Data for analysis –
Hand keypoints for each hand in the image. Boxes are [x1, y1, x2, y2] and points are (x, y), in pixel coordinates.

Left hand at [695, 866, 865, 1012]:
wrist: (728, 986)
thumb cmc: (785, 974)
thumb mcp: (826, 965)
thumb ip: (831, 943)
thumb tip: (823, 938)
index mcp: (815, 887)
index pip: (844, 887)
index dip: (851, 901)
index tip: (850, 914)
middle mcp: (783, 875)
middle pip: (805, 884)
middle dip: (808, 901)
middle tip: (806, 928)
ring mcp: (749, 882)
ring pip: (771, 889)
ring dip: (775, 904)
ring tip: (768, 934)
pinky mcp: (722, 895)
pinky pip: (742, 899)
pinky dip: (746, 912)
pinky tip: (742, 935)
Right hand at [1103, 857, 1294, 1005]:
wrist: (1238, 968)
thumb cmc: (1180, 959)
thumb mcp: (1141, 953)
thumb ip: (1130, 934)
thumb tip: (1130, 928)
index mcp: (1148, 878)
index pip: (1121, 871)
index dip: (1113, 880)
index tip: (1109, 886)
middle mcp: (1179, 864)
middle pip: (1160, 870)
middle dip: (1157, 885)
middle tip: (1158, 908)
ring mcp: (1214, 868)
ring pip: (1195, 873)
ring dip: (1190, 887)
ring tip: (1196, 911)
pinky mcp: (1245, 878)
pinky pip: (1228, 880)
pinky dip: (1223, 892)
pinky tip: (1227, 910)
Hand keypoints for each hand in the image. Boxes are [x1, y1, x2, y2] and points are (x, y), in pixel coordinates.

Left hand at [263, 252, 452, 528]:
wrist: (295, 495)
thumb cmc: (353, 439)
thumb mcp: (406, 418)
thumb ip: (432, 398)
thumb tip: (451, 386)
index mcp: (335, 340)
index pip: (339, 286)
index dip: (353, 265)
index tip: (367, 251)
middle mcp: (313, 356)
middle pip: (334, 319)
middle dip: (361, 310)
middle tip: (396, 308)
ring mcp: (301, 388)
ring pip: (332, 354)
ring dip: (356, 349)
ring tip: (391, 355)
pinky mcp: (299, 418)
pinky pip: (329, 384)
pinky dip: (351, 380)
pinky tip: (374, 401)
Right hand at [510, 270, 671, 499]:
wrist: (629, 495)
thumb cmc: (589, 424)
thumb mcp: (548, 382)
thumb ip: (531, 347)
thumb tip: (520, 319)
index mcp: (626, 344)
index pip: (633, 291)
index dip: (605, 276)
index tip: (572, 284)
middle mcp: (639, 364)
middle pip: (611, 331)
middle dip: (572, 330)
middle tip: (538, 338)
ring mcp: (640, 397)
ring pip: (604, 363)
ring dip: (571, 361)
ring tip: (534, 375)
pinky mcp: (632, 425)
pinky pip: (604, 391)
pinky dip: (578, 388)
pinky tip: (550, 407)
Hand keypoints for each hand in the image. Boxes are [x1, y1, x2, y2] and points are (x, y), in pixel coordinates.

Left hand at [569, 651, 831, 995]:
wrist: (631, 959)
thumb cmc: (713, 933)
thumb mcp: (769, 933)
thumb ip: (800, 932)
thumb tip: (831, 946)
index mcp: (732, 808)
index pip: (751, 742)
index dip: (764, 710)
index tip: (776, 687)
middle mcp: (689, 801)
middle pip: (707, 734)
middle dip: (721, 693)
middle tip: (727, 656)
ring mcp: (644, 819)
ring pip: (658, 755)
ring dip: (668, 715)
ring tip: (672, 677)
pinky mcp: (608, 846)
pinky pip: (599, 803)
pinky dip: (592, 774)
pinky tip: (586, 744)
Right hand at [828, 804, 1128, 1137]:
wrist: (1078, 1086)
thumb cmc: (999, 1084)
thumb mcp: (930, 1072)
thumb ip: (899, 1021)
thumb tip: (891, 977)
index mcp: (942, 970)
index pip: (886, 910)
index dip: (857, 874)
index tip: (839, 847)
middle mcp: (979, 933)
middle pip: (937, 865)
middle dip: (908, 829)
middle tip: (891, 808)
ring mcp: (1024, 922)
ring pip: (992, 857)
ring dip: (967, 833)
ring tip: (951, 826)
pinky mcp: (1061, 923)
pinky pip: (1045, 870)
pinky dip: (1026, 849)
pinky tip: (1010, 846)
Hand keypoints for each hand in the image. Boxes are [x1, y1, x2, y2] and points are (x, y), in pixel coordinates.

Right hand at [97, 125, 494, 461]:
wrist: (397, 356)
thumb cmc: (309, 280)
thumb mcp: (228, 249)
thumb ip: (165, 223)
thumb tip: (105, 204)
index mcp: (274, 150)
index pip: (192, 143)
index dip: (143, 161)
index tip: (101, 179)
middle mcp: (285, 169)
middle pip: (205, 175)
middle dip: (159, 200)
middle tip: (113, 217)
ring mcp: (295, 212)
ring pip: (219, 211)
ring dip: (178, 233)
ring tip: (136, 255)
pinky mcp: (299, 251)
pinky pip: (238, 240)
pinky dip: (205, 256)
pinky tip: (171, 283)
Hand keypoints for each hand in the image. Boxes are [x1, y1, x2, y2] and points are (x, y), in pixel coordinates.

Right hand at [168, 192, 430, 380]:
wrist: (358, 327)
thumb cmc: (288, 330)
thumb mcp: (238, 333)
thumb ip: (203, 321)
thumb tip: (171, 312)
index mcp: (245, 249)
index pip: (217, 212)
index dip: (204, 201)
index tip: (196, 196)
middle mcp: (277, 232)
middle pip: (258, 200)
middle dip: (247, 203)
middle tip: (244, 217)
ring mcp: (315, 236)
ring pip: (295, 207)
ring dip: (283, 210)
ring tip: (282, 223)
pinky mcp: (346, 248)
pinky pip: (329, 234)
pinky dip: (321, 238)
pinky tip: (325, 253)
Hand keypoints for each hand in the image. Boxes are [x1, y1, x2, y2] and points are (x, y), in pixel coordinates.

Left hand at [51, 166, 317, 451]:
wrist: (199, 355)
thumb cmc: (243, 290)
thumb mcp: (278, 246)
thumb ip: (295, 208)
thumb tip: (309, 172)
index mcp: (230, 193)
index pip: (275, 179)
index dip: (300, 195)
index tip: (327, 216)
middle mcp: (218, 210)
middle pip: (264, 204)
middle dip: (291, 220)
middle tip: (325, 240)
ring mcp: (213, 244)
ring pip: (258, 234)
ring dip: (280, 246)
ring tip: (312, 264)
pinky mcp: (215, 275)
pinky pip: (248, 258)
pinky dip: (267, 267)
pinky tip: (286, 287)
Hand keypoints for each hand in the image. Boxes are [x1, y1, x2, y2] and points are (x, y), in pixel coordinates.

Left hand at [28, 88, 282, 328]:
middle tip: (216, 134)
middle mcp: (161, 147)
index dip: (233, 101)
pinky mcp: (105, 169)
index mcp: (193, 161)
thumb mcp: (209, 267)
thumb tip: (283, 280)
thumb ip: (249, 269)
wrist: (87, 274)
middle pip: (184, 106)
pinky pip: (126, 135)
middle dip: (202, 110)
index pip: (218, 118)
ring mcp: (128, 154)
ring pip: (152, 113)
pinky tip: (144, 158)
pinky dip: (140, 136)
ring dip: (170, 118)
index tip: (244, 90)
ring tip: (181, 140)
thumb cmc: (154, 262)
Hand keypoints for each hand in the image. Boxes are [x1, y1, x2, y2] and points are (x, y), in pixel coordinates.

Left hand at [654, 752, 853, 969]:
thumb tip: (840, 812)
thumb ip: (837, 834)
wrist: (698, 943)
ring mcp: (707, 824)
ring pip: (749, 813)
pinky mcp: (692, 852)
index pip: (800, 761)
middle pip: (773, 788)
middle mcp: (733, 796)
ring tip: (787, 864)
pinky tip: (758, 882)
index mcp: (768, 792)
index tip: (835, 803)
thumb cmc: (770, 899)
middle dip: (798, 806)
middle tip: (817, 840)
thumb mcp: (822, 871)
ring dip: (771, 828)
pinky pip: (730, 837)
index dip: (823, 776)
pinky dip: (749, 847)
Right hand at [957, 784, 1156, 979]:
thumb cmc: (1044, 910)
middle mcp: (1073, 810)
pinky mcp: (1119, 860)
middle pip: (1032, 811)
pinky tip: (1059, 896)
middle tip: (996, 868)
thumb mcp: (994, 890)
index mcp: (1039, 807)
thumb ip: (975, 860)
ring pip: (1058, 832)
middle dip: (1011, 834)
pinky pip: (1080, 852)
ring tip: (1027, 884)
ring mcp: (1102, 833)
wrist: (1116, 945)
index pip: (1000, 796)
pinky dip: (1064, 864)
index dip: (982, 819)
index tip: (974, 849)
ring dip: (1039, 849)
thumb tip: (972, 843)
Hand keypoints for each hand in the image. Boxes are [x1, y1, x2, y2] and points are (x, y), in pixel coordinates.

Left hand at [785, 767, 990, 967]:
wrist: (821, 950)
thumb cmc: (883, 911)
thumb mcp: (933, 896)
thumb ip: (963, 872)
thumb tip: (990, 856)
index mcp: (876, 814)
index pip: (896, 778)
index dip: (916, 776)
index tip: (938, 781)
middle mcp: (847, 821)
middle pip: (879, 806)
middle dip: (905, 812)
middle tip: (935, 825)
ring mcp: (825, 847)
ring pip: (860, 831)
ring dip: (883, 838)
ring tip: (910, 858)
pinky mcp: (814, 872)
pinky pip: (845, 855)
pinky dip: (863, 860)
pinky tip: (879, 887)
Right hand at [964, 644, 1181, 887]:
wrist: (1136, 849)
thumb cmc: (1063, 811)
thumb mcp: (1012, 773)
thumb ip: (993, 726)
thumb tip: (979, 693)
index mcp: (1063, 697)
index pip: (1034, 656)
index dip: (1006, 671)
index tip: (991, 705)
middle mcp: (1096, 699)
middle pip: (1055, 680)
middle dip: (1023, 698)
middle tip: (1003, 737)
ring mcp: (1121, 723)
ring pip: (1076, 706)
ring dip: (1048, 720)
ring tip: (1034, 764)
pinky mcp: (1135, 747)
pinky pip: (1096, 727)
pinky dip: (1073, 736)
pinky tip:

Task item – The answer should consist of every line from the listing above that includes the word "Right".

Response area –
Right hand at [1103, 857, 1294, 1005]:
Right hand at [510, 270, 671, 499]:
Right hand at [828, 804, 1128, 1137]:
Right hand at [97, 125, 494, 461]:
Right hand at [168, 192, 430, 380]:
Right hand at [957, 784, 1156, 979]:
Right hand at [964, 644, 1181, 887]:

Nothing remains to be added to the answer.